To evaluate the circulation on the ONH, a circular marker was set surrounding the ONH (Fig. 1B). The “vessel extraction” function of the software then identified the vessel and tissue areas on the ONH so that the MBR of each area could be assessed separately (Fig. 1C). The MBR of the vessel (MBR-vessel) and tissue areas (MBR-tissue) on the ONH were determined. The LSFG was measured two times at each time point in all eyes. The average of the MBRs was calculated and used for the statistical analyses.

Statistical analyses

The values are presented as the means ± standard deviations.
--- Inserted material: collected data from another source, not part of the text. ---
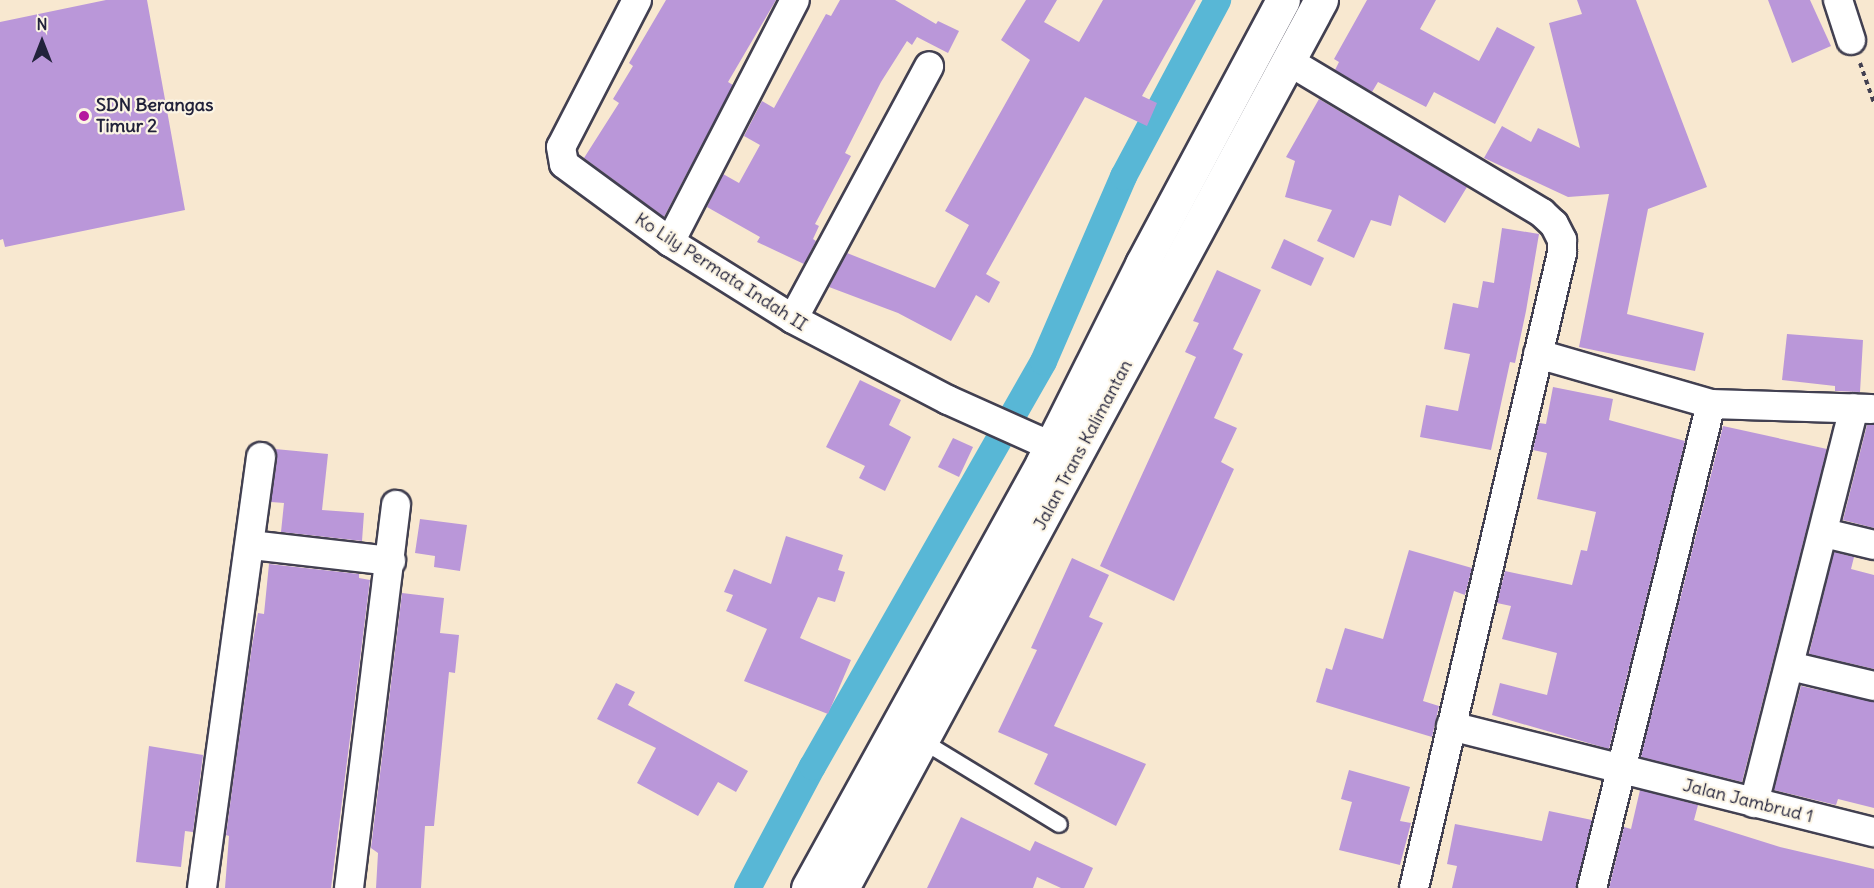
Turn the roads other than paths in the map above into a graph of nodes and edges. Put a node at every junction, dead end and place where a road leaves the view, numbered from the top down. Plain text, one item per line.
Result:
1 (637, 0) edge
2 (795, 0) edge
3 (1283, 0) edge
4 (1321, 0) edge
5 (1838, 0) edge
6 (1851, 40) road end
7 (1290, 62) junction
8 (929, 66) dead end
9 (670, 243) junction
10 (793, 319) junction
11 (1538, 354) junction
12 (1711, 404) junction
13 (1864, 409) edge
14 (1045, 443) junction
15 (261, 457) dead end
16 (396, 505) dead end
17 (1824, 533) junction
18 (251, 545) junction
19 (1874, 545) edge
20 (391, 561) junction
21 (1790, 666) junction
22 (1874, 686) edge
23 (1451, 726) junction
24 (923, 741) junction
25 (1622, 768) junction
26 (1754, 803) junction
27 (1059, 824) dead end
28 (1874, 832) edge
29 (202, 888) edge
30 (349, 888) edge
31 (808, 888) edge
32 (842, 888) edge
33 (1413, 888) edge
34 (1592, 888) edge

1 - 9 street, Ko Lily Permata Indah II
2 - 9 street
3 - 14 highway, Jalan Trans Kalimantan
4 - 7 highway, Jalan Trans Kalimantan
5 - 6 street
7 - 11 street
7 - 24 highway, Jalan Trans Kalimantan
8 - 10 street
9 - 10 street, Ko Lily Permata Indah II
10 - 14 street, Ko Lily Permata Indah II
11 - 12 street
11 - 23 street
12 - 13 street
12 - 25 street
13 - 17 street
14 - 31 highway, Jalan Trans Kalimantan
15 - 18 street
16 - 20 street
17 - 19 street
17 - 21 street
18 - 20 street
18 - 29 street
20 - 30 street
21 - 22 street
21 - 26 street
23 - 25 street, Jalan Jambrud 1
23 - 33 street
24 - 27 lane
24 - 32 highway, Jalan Trans Kalimantan
25 - 26 street, Jalan Jambrud 1
25 - 34 street
26 - 28 street, Jalan Jambrud 1

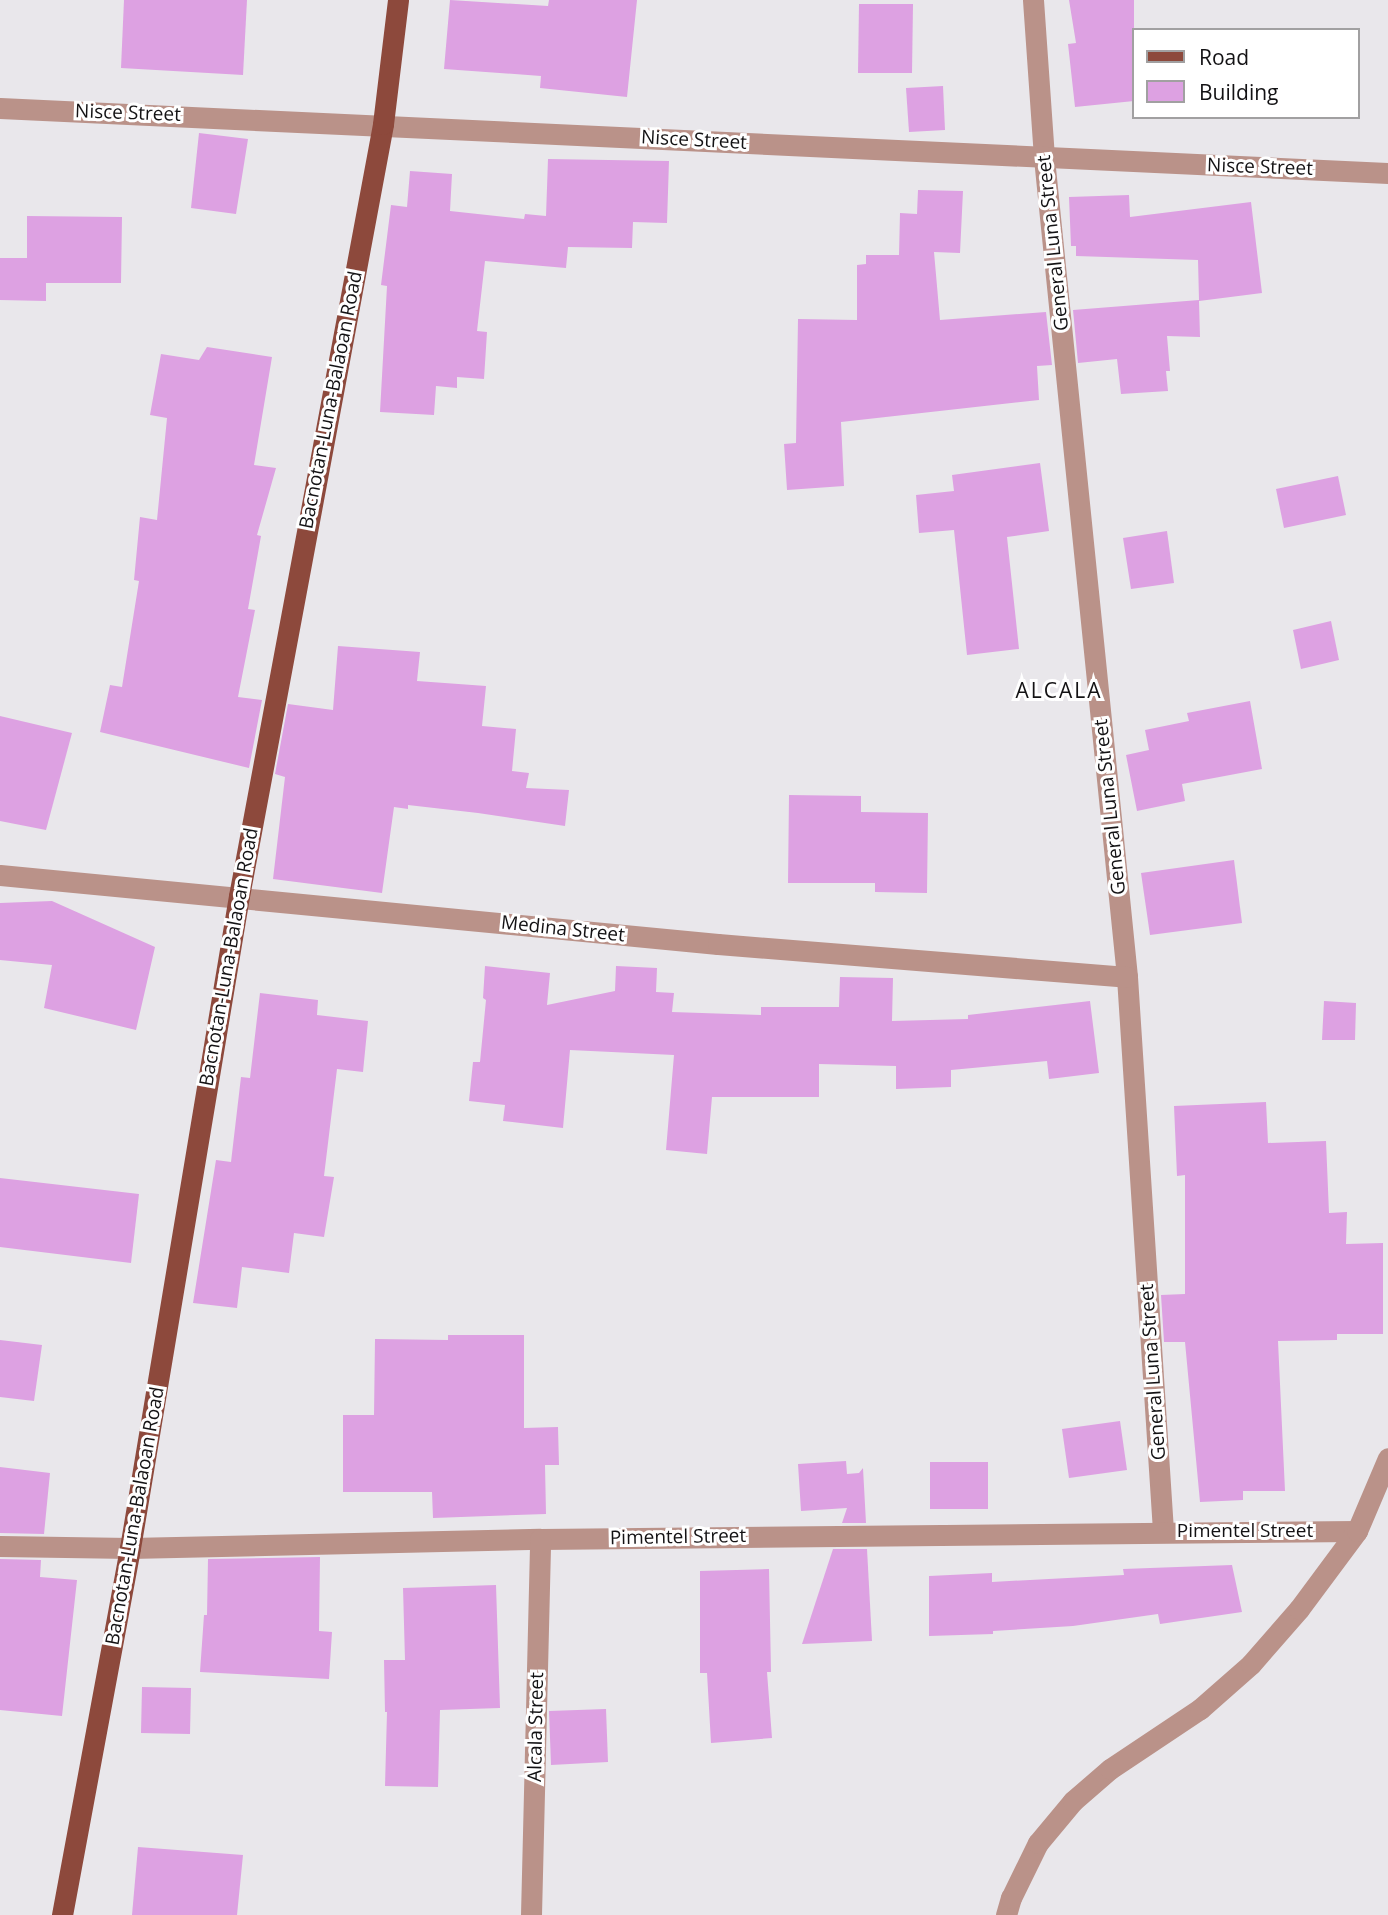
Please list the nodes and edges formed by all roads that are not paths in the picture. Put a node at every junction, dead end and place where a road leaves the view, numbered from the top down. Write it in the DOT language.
graph roads {
  1 [pos="398,0"];
  2 [pos="1032,0"];
  3 [pos="0,108"];
  4 [pos="383,124"];
  5 [pos="1044,158"];
  6 [pos="1388,173"];
  7 [pos="0,875"];
  8 [pos="239,896"];
  9 [pos="1127,977"];
  10 [pos="1388,1458"];
  11 [pos="1163,1531"];
  12 [pos="1357,1531"];
  13 [pos="540,1539"];
  14 [pos="0,1546"];
  15 [pos="130,1548"];
  16 [pos="62,1915"];
  17 [pos="531,1915"];
  18 [pos="1006,1915"];
  1 -- 4 [label="main road, Bacnotan-Luna-Balaoan Road"];
  2 -- 5 [label="street, General Luna Street"];
  3 -- 4 [label="street, Nisce Street"];
  4 -- 5 [label="street, Nisce Street"];
  4 -- 8 [label="main road, Bacnotan-Luna-Balaoan Road"];
  5 -- 6 [label="street, Nisce Street"];
  5 -- 9 [label="street, General Luna Street"];
  7 -- 8 [label="street, Medina Street"];
  8 -- 9 [label="street, Medina Street"];
  8 -- 15 [label="main road, Bacnotan-Luna-Balaoan Road"];
  9 -- 11 [label="street, General Luna Street"];
  10 -- 12 [label="street"];
  11 -- 12 [label="street, Pimentel Street"];
  11 -- 13 [label="street, Pimentel Street"];
  12 -- 18 [label="street"];
  13 -- 15 [label="street, Pimentel Street"];
  13 -- 17 [label="street, Alcala Street"];
  14 -- 15 [label="street, Pimentel Street"];
  15 -- 16 [label="main road, Bacnotan-Luna-Balaoan Road"];
}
Independent t tests were used to determine the significance of the differences in the normally distributed values. Spearman analyses were used to determine the coefficients of correlation between the variables. A mixed linear model was used to incorporate the appropriate covariates between the repeated measured values over time. All statistical analyses were performed using IBM SPSS Statistics for Windows, Version 23 (IBM Corp., Armonk, NY). The significance level was set at a probability (P) value of < 0.05.